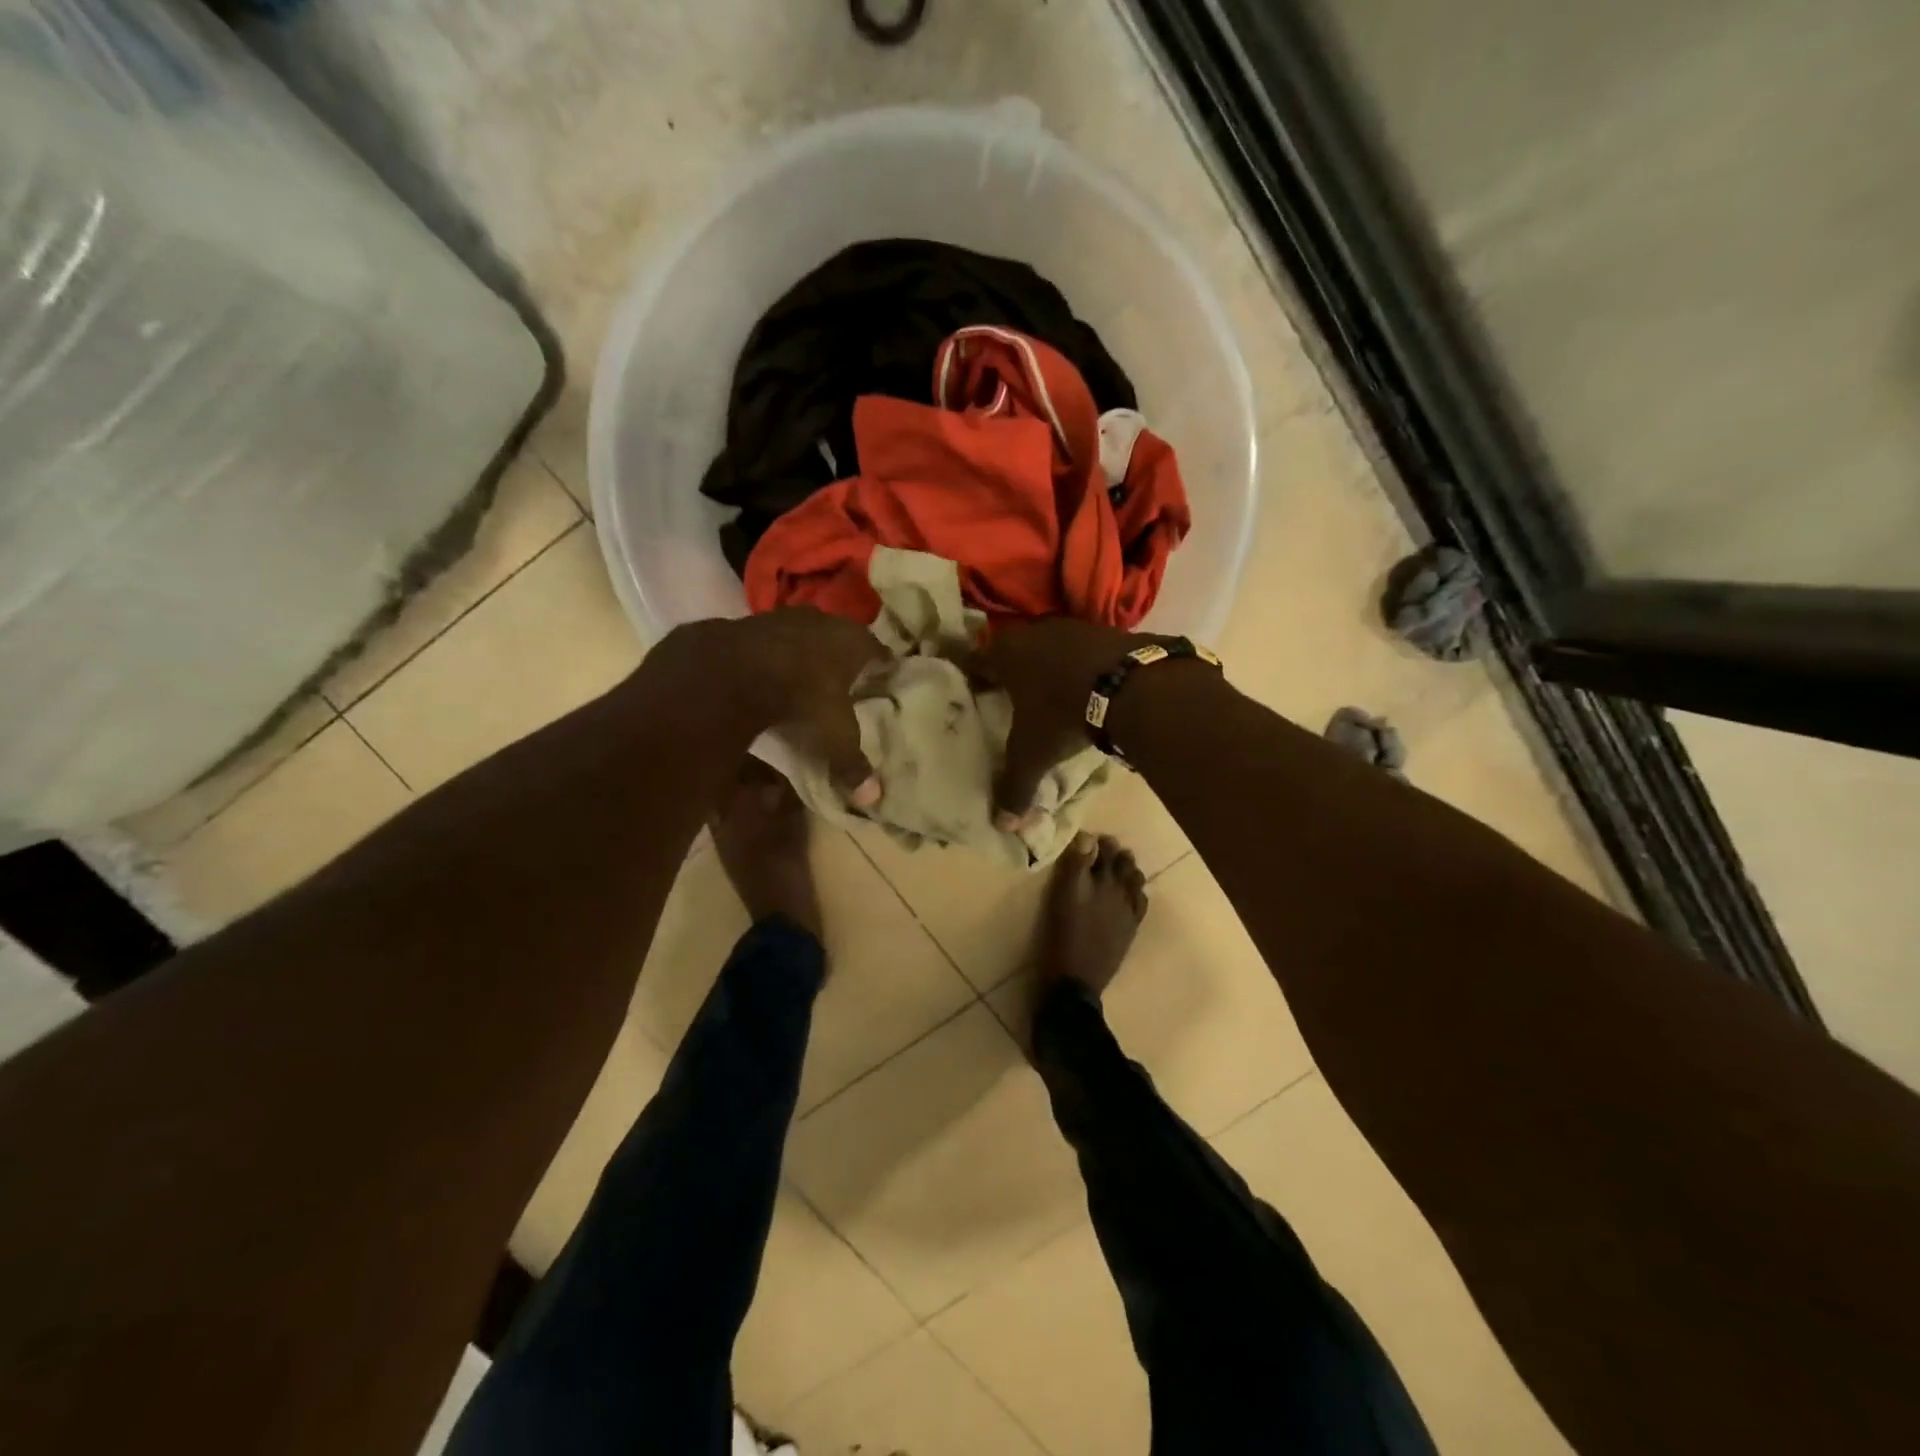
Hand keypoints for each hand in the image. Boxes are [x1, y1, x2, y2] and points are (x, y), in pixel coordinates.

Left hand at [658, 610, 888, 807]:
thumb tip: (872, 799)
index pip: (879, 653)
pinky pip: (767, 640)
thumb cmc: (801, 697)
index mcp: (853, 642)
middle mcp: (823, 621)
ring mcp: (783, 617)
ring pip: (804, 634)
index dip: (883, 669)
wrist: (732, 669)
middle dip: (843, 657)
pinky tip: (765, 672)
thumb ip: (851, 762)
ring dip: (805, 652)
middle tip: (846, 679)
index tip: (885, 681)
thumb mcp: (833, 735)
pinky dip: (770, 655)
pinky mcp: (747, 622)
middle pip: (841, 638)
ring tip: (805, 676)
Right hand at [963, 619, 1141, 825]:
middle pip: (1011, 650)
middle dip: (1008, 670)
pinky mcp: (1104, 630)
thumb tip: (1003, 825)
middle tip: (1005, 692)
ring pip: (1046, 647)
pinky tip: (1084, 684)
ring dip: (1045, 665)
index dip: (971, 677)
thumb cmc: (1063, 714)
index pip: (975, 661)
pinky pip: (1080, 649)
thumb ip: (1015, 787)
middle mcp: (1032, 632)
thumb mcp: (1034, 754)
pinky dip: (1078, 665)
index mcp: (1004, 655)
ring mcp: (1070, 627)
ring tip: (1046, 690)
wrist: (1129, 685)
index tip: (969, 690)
----------
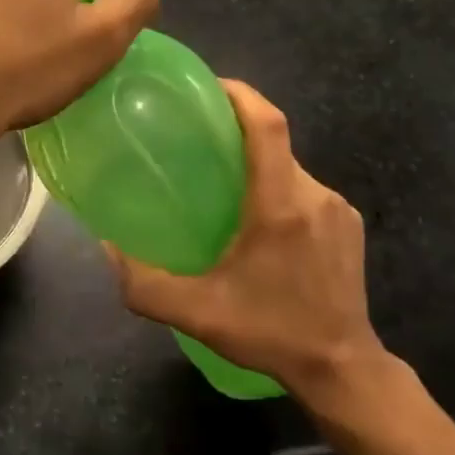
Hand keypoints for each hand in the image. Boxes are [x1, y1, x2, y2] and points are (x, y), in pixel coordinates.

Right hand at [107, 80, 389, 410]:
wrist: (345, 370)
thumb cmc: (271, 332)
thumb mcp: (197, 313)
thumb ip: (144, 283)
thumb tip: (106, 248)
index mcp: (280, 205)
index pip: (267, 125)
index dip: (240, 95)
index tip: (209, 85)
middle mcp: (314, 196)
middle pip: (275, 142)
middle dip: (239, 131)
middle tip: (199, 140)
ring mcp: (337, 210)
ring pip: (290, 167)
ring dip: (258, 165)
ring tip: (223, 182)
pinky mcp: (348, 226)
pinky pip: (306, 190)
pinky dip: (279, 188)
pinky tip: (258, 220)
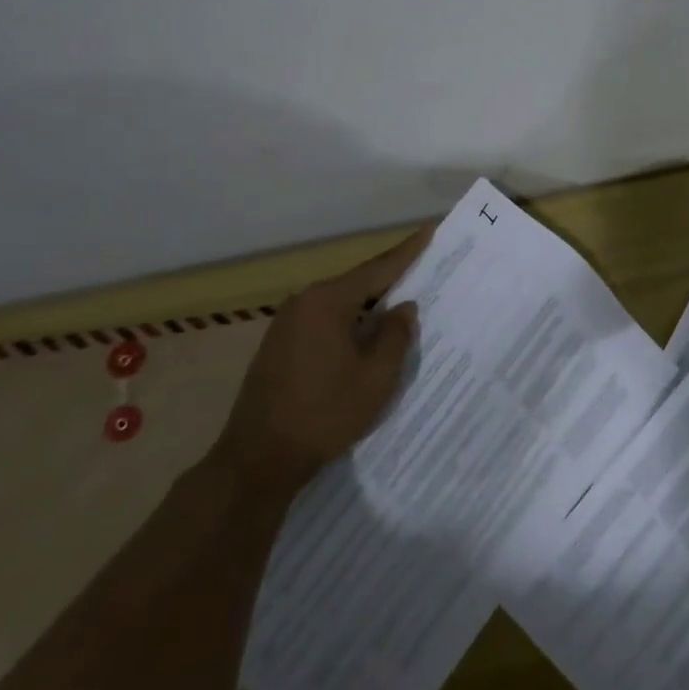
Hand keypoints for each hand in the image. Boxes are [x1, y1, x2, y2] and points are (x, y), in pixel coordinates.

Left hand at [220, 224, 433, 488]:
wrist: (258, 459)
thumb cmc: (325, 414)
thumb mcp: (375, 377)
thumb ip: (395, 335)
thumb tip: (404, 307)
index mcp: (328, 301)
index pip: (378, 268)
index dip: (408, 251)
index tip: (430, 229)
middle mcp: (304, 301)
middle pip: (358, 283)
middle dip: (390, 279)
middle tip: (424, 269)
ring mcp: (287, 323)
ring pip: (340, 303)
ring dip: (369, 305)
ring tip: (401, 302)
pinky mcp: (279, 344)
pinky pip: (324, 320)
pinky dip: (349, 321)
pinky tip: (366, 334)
----------
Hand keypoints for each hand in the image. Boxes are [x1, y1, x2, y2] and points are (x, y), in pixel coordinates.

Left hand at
----------
What to do ▸
The line above containing "middle mcp: (304, 301)", the line containing "pinky tip: (366, 334)", and every line between them are to be transcribed exactly; no other line is wanted.

Written answer ▸
middle mcp: (304, 301)
middle pip: (358, 283)
middle dip: (390, 279)
middle tip: (424, 269)
ring mcp: (287, 323)
ring pip: (340, 303)
ring dip: (369, 305)
ring tip: (401, 302)
pinky mcp: (279, 344)
pinky pip: (324, 320)
pinky dip: (349, 321)
pinky tip: (366, 334)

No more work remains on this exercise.